#### GIVEN INFORMATION:

---*---

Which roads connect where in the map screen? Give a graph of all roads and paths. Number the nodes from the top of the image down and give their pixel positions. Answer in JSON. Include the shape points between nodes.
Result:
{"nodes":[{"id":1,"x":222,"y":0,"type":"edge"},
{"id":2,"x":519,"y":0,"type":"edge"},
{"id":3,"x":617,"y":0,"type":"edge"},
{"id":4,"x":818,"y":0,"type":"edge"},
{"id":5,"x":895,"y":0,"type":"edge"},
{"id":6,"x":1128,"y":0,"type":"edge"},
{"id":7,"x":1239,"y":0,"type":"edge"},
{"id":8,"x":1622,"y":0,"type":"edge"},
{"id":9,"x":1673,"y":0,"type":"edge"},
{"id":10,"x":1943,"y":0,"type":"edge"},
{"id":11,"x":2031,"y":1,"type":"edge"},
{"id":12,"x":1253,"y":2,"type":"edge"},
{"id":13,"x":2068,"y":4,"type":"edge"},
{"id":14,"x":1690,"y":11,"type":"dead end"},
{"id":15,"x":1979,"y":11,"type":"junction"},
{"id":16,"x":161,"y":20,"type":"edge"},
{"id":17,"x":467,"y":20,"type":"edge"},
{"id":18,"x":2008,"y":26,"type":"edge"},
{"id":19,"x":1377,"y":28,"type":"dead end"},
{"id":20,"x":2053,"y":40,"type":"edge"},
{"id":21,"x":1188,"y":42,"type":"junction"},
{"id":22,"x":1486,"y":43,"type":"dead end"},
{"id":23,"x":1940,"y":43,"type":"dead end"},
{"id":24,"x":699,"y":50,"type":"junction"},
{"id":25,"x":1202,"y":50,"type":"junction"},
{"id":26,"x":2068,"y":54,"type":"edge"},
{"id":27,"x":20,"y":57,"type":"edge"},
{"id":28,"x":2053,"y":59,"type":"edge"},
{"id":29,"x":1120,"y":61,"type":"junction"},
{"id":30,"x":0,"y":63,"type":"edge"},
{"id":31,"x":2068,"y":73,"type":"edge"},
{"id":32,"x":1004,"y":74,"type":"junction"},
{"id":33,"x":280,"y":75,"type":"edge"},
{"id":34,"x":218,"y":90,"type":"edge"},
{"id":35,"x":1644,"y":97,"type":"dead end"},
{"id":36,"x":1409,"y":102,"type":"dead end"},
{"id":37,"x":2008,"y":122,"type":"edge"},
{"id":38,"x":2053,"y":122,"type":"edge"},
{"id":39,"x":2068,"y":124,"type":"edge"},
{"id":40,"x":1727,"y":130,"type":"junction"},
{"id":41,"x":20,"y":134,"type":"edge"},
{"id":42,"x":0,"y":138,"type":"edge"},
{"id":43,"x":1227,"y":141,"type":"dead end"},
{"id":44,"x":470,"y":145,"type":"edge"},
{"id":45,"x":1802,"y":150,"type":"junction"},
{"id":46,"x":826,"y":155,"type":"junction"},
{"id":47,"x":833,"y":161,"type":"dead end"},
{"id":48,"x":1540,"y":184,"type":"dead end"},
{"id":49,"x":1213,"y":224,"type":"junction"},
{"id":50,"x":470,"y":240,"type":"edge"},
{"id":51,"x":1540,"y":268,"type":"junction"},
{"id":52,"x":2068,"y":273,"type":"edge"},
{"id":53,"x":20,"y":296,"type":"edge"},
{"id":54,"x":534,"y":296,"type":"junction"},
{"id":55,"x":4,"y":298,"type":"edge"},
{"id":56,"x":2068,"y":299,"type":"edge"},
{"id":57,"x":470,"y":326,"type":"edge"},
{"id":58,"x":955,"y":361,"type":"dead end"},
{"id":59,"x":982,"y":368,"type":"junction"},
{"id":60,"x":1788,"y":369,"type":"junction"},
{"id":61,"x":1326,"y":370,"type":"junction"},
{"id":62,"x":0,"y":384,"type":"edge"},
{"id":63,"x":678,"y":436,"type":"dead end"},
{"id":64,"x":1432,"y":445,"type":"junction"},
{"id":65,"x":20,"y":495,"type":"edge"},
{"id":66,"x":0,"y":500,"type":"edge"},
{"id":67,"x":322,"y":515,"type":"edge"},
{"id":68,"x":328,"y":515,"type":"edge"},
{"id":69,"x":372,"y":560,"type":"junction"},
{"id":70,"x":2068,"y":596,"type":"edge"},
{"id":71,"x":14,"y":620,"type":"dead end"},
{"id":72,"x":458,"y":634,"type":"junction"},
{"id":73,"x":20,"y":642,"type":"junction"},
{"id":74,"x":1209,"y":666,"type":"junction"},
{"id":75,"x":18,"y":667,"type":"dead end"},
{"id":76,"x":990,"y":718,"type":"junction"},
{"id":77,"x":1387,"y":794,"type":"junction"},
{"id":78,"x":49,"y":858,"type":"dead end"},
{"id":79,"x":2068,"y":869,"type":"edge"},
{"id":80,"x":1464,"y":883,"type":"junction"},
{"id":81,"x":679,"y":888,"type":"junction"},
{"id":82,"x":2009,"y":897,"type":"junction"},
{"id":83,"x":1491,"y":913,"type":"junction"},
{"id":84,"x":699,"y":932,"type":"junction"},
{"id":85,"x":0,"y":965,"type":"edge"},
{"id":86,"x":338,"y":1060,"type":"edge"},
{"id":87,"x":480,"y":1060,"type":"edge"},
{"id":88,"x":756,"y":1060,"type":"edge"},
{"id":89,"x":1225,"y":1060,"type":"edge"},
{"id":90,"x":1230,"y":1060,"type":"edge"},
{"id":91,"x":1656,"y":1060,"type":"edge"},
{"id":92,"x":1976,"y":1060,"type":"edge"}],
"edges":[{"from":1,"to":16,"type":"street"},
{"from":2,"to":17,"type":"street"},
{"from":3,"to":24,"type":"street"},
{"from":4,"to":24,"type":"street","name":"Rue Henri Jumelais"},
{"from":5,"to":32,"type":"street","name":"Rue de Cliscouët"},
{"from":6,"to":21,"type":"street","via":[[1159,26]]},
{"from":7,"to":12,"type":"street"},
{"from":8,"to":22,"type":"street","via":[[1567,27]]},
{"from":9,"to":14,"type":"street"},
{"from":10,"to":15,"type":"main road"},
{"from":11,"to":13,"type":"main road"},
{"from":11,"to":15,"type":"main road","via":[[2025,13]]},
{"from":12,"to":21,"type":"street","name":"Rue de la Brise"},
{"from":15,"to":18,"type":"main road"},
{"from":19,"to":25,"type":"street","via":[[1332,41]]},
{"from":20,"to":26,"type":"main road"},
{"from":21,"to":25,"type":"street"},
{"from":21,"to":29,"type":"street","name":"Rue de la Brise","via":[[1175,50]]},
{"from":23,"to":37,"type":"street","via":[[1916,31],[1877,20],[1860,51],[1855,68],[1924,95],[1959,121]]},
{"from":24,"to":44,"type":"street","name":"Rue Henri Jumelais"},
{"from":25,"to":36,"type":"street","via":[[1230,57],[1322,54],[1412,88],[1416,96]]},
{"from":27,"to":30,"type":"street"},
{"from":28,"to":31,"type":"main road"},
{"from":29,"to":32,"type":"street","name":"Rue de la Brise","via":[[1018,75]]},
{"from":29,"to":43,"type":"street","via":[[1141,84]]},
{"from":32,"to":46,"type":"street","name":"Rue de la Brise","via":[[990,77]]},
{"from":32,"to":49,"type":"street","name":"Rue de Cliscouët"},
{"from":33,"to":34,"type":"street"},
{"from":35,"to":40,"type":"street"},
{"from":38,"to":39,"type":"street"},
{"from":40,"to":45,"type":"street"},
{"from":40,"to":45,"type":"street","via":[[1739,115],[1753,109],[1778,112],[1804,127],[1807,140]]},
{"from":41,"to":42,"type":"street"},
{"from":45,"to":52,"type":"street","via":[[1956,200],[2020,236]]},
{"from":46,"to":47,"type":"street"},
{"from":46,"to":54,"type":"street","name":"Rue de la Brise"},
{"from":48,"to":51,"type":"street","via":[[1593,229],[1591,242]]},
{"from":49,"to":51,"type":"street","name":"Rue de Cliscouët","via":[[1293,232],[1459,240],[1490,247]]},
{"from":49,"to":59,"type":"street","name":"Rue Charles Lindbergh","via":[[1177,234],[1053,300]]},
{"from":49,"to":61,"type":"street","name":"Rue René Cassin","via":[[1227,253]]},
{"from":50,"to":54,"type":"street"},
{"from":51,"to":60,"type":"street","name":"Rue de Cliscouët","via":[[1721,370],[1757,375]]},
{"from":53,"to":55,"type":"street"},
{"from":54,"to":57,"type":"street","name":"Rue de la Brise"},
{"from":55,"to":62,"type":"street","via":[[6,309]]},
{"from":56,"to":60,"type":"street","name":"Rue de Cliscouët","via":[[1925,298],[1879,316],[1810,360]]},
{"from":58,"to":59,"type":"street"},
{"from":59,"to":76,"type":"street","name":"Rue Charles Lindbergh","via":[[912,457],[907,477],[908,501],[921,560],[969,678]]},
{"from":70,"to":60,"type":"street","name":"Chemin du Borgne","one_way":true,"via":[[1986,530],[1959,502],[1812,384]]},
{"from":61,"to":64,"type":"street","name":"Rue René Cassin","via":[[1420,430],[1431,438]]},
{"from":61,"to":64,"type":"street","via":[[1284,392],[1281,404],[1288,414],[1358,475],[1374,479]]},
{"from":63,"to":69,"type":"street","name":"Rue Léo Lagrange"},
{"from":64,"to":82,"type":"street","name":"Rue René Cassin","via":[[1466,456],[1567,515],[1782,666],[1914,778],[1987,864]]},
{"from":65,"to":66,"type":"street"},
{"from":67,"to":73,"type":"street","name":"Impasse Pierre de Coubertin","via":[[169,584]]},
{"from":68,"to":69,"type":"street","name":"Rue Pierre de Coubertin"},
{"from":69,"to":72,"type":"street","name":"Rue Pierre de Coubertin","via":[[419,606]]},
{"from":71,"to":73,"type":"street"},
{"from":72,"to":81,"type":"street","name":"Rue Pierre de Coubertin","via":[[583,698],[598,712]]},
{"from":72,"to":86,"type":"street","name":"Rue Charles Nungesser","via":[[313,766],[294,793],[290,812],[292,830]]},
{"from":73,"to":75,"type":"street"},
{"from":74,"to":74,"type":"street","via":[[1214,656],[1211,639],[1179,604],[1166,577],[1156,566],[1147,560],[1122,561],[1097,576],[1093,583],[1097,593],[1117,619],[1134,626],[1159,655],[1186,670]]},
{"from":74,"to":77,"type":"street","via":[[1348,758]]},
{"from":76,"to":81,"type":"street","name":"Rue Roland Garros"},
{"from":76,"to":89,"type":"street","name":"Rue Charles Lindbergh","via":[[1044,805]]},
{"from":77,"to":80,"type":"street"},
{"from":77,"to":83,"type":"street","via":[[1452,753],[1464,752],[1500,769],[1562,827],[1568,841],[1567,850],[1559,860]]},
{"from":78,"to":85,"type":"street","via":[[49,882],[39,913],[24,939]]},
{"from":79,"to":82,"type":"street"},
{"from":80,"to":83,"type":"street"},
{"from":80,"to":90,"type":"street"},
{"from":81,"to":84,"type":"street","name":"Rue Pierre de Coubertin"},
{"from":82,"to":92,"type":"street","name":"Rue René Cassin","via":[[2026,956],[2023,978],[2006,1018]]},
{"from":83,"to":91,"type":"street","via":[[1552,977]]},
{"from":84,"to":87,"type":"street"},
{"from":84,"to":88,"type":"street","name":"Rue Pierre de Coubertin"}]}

---*---

#### WHAT THE EXERCISE ASKS:
State the number of lines in the data that contain the word "Cliscouët", offering no other text.

#### RESULT OF THIS EXERCISE:
5